* _Dataset content_:
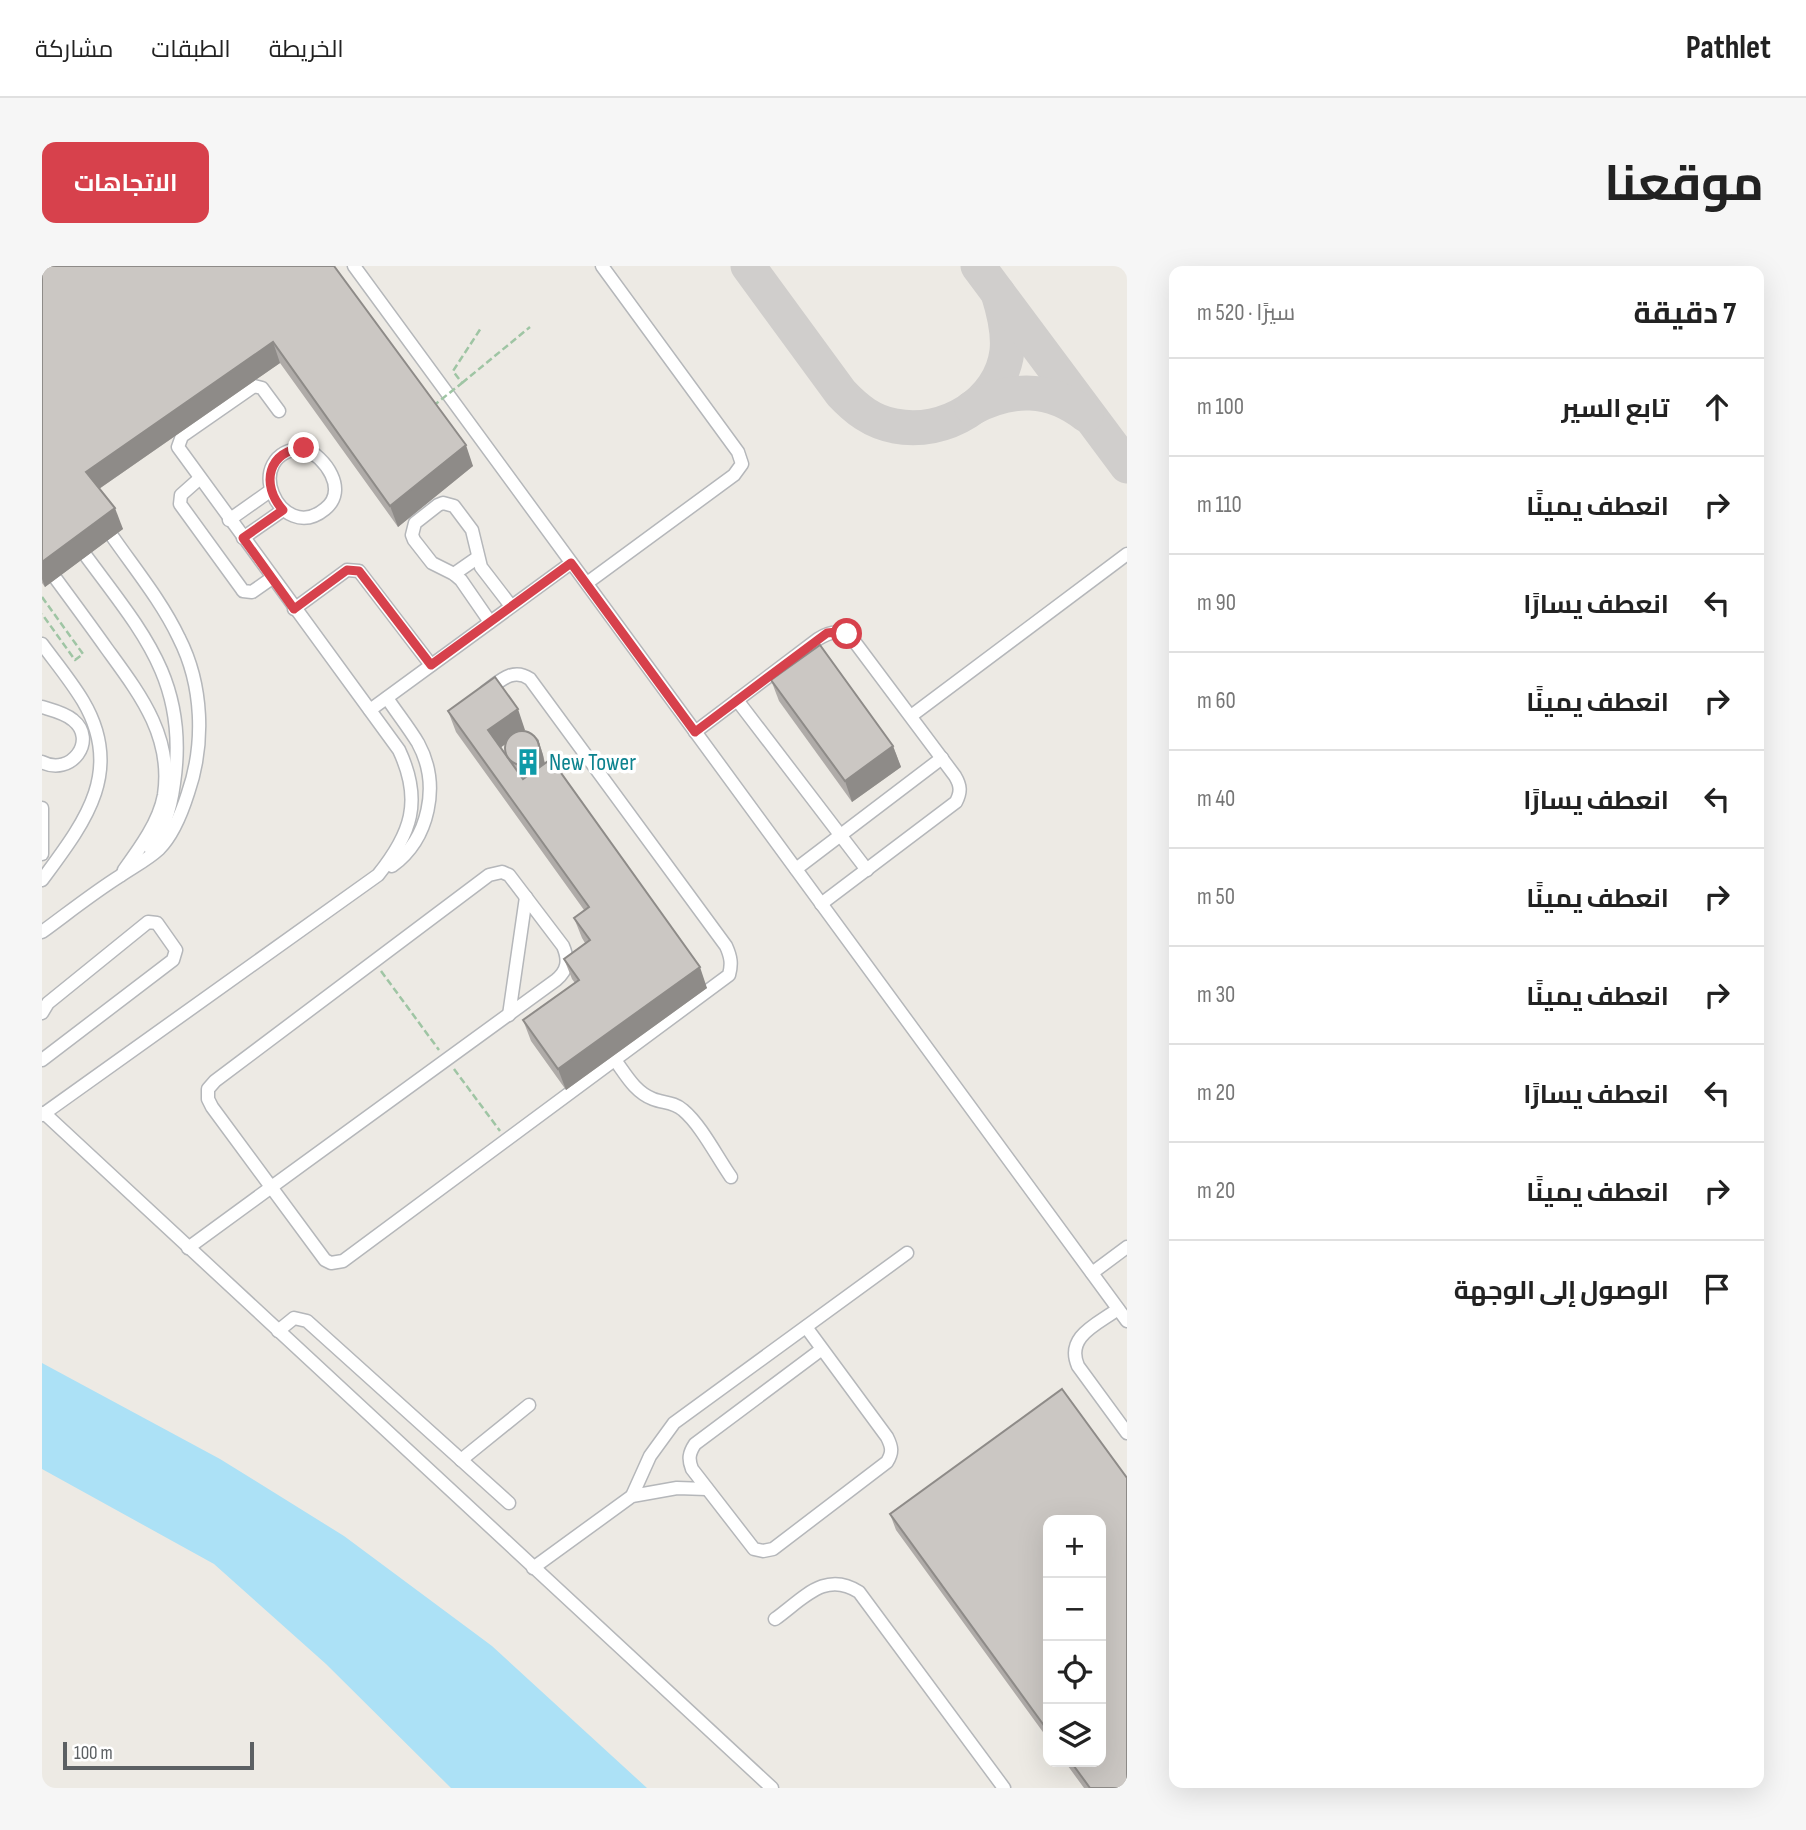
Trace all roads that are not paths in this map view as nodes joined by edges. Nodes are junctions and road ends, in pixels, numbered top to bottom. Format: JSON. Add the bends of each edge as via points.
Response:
{"nodes":[{"id":1,"x":354,"y":266,"type":"edge"},
{"id":2,"x":602,"y":266,"type":"edge"},
{"id":3,"x":279,"y":411,"type":"dead end"},
{"id":4,"x":199,"y":479,"type":"junction"},
{"id":5,"x":270,"y":491,"type":"junction"},
{"id":6,"x":283,"y":510,"type":"junction"},
{"id":7,"x":229,"y":520,"type":"junction"},
{"id":8,"x":112,"y":536,"type":"dead end"},
{"id":9,"x":243,"y":538,"type":"junction"},
{"id":10,"x":1127,"y":554,"type":"edge"},
{"id":11,"x":86,"y":556,"type":"dead end"},
{"id":12,"x":477,"y":558,"type":"junction"},
{"id":13,"x":571,"y":563,"type":"junction"},
{"id":14,"x":454,"y":574,"type":"junction"},
{"id":15,"x":272,"y":578,"type":"junction"},
{"id":16,"x":56,"y":579,"type":"dead end"},
{"id":17,"x":587,"y":583,"type":"junction"},
{"id":18,"x":511,"y":606,"type":"junction"},
{"id":19,"x":294,"y":609,"type":"junction"},
{"id":20,"x":490,"y":622,"type":"junction"},
{"id":21,"x":42,"y":644,"type":"edge"},
{"id":22,"x":431,"y":665,"type":"junction"},
{"id":23,"x":387,"y":698,"type":"junction"},
{"id":24,"x":475,"y":700,"type":"edge"},
{"id":25,"x":737,"y":700,"type":"junction"},
{"id":26,"x":42,"y":707,"type":"edge"},
{"id":27,"x":370,"y":710,"type":"junction"},
{"id":28,"x":911,"y":716,"type":"junction"},
{"id":29,"x":695,"y":732,"type":"junction"},
{"id":30,"x":942,"y":758,"type":"junction"},
{"id":31,"x":42,"y":762,"type":"edge"},
{"id":32,"x":168,"y":796,"type":"junction"},
{"id":33,"x":43,"y":815,"type":"edge"},
{"id":34,"x":840,"y":835,"type":"junction"},
{"id":35,"x":42,"y":854,"type":"edge"},
{"id":36,"x":131,"y":869,"type":"junction"},
{"id":37,"x":796,"y":869,"type":"junction"},
{"id":38,"x":867,"y":870,"type":"junction"},
{"id":39,"x":377,"y":875,"type":"junction"},
{"id":40,"x":119,"y":876,"type":"junction"},
{"id":41,"x":42,"y":880,"type":"edge"},
{"id":42,"x":526,"y":897,"type":"junction"},
{"id":43,"x":821,"y":904,"type":"junction"},
{"id":44,"x":42,"y":932,"type":"edge"},
{"id":45,"x":42,"y":1013,"type":"edge"},
{"id":46,"x":509,"y":1015,"type":"junction"},
{"id":47,"x":42,"y":1060,"type":"edge"},
{"id":48,"x":615,"y":1060,"type":"junction"},
{"id":49,"x":43,"y":1114,"type":"edge"},
{"id":50,"x":731,"y":1177,"type":"dead end"},
{"id":51,"x":271,"y":1187,"type":"junction"},
{"id":52,"x":1127,"y":1247,"type":"edge"},
{"id":53,"x":188,"y":1248,"type":"junction"},
{"id":54,"x":907,"y":1253,"type":"dead end"},
{"id":55,"x":1092,"y":1273,"type":"junction"},
{"id":56,"x":1118,"y":1308,"type":"junction"},
{"id":57,"x":1127,"y":1321,"type":"edge"},
{"id":58,"x":806,"y":1327,"type":"junction"},
{"id":59,"x":278,"y":1331,"type":"junction"},
{"id":60,"x":822,"y":1349,"type":"junction"},
{"id":61,"x":529,"y":1405,"type":"dead end"},
{"id":62,"x":1127,"y":1433,"type":"edge"},
{"id":63,"x":461,"y":1460,"type":"junction"},
{"id":64,"x":707,"y":1489,"type":"junction"},
{"id":65,"x":632,"y":1496,"type":"junction"},
{"id":66,"x":509,"y":1503,"type":"dead end"},
{"id":67,"x":533,"y":1568,"type":"junction"},
{"id":68,"x":775,"y":1619,"type":"dead end"},
{"id":69,"x":772,"y":1788,"type":"edge"},
{"id":70,"x":1004,"y":1788,"type":"edge"}],
"edges":[{"from":1,"to":13,"type":"street"},
{"from":2,"to":17,"type":"street","via":[[738,452],[741,464],[734,475]]},
{"from":3,"to":4,"type":"street","via":[[262,388],[254,386],[183,436],[178,447]]},
{"from":4,"to":7,"type":"street"},
{"from":4,"to":15,"type":"street","via":[[181,495],[181,508],[243,591],[252,592]]},
{"from":5,"to":6,"type":"street"},
{"from":5,"to":6,"type":"street","via":[[272,469],[278,459],[295,449],[313,452],[328,471],[336,491],[325,509],[304,517]]},
{"from":5,"to":7,"type":"street"},
{"from":6,"to":9,"type":"street"},
{"from":7,"to":9,"type":"street"},
{"from":8,"to":36,"type":"street","via":[[180,639],[197,695],[199,723],[194,771],[183,808],[161,847]]},
{"from":9,"to":15,"type":"street"},
{"from":10,"to":28,"type":"street"},
{"from":11,"to":32,"type":"street","via":[[147,639],[167,682],[177,753]]},
{"from":12,"to":14,"type":"street"},
{"from":12,"to":14,"type":"street","via":[[472,530],[454,506],[438,505],[415,523],[412,535],[432,563]]},
{"from":12,"to":18,"type":"street"},
{"from":13,"to":17,"type":"street"},
{"from":13,"to":18,"type":"street"},
{"from":14,"to":20,"type":"street"},
{"from":15,"to":19,"type":"street"},
{"from":16,"to":32,"type":"street","via":[[146,705],[160,737]]},
{"from":17,"to":29,"type":"street"},
{"from":18,"to":20,"type":"street"},
{"from":19,"to":22,"type":"street","via":[[347,570],[359,571]]},
{"from":19,"to":27,"type":"street"},
{"from":20,"to":22,"type":"street"},
{"from":21,"to":41,"type":"street","via":[[82,699],[100,752],[89,813]]},
{"from":22,"to":23,"type":"street"},
{"from":23,"to":27,"type":"street"},
{"from":23,"to":39,"type":"street","via":[[418,743],[427,768],[429,794],[426,818],[414,845]]},
{"from":24,"to":48,"type":"street","via":[[514,673],[530,679],[731,955],[729,975],[722,982]]},
{"from":25,"to":28,"type":"street","via":[[818,639],[837,632],[854,641]]},
{"from":25,"to":29,"type":"street"},
{"from":25,"to":34,"type":"street"},
{"from":26,"to":31,"type":"street","via":[[73,719],[83,742],[69,763],[53,766]]},
{"from":27,"to":39,"type":"street","via":[[399,750],[412,793],[404,838]]},
{"from":28,"to":30,"type":"street"},
{"from":29,"to":37,"type":"street"},
{"from":30,"to":34,"type":"street"},
{"from":30,"to":38,"type":"street","via":[[960,784],[956,802]]},
{"from":32,"to":36,"type":"street","via":[[166,821]]},
{"from":32,"to":40,"type":"street"},
{"from":33,"to":35,"type":"street"},
{"from":34,"to":37,"type":"street"},
{"from":34,"to":38,"type":"street"},
{"from":36,"to":40,"type":"street"},
{"from":37,"to":43,"type":"street"},
{"from":38,"to":43,"type":"street"},
{"from":39,"to":49,"type":"street"},
{"from":40,"to":44,"type":"street"},
{"from":42,"to":46,"type":"street"},
{"from":42,"to":46,"type":"street","via":[[563,946],[567,966],[563,974]]},
{"from":42,"to":51,"type":"street","via":[[509,875],[489,875],[208,1089],[212,1107]]},
{"from":43,"to":55,"type":"street"},
{"from":45,"to":47,"type":"street","via":[[48,1003],[148,922],[157,923],[174,945],[173,960]]},
{"from":46,"to":51,"type":"street"},
{"from":48,"to":50,"type":"street","via":[[642,1093],[685,1111]]},
{"from":48,"to":51,"type":"street","via":[[337,1264],[325,1260]]},
{"from":49,"to":53,"type":"street"},
{"from":51,"to":53,"type":"street"},
{"from":52,"to":55,"type":"street"},
{"from":53,"to":59,"type":"street"},
{"from":54,"to":58,"type":"street"},
{"from":55,"to":56,"type":"street"},
{"from":56,"to":57,"type":"street"},
{"from":56,"to":62,"type":"street","via":[[1081,1336],[1073,1356]]},
{"from":58,"to":60,"type":"street"},
{"from":58,"to":65,"type":"street","via":[[674,1423],[650,1455]]},
{"from":59,"to":63,"type":"street","via":[[294,1318],[307,1321]]},
{"from":59,"to":67,"type":"street"},
{"from":60,"to":64,"type":"street","via":[[695,1444],[689,1461]]},
{"from":60,"to":64,"type":"street","via":[[887,1437],[892,1454],[887,1462],[773,1549],[763,1551],[747,1542]]},
{"from":61,"to":63,"type":"street"},
{"from":63,"to":66,"type":"street"},
{"from":64,"to":65,"type":"street","via":[[677,1488]]},
{"from":65,"to":67,"type":"street"},
{"from":67,"to":69,"type":"street"},
{"from":68,"to":70,"type":"street","via":[[831,1582],[859,1592]]}]}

* _Exercise details_: Nothing but a number is wanted: how many lines in the records above include "dead".

* _Completed task_: 9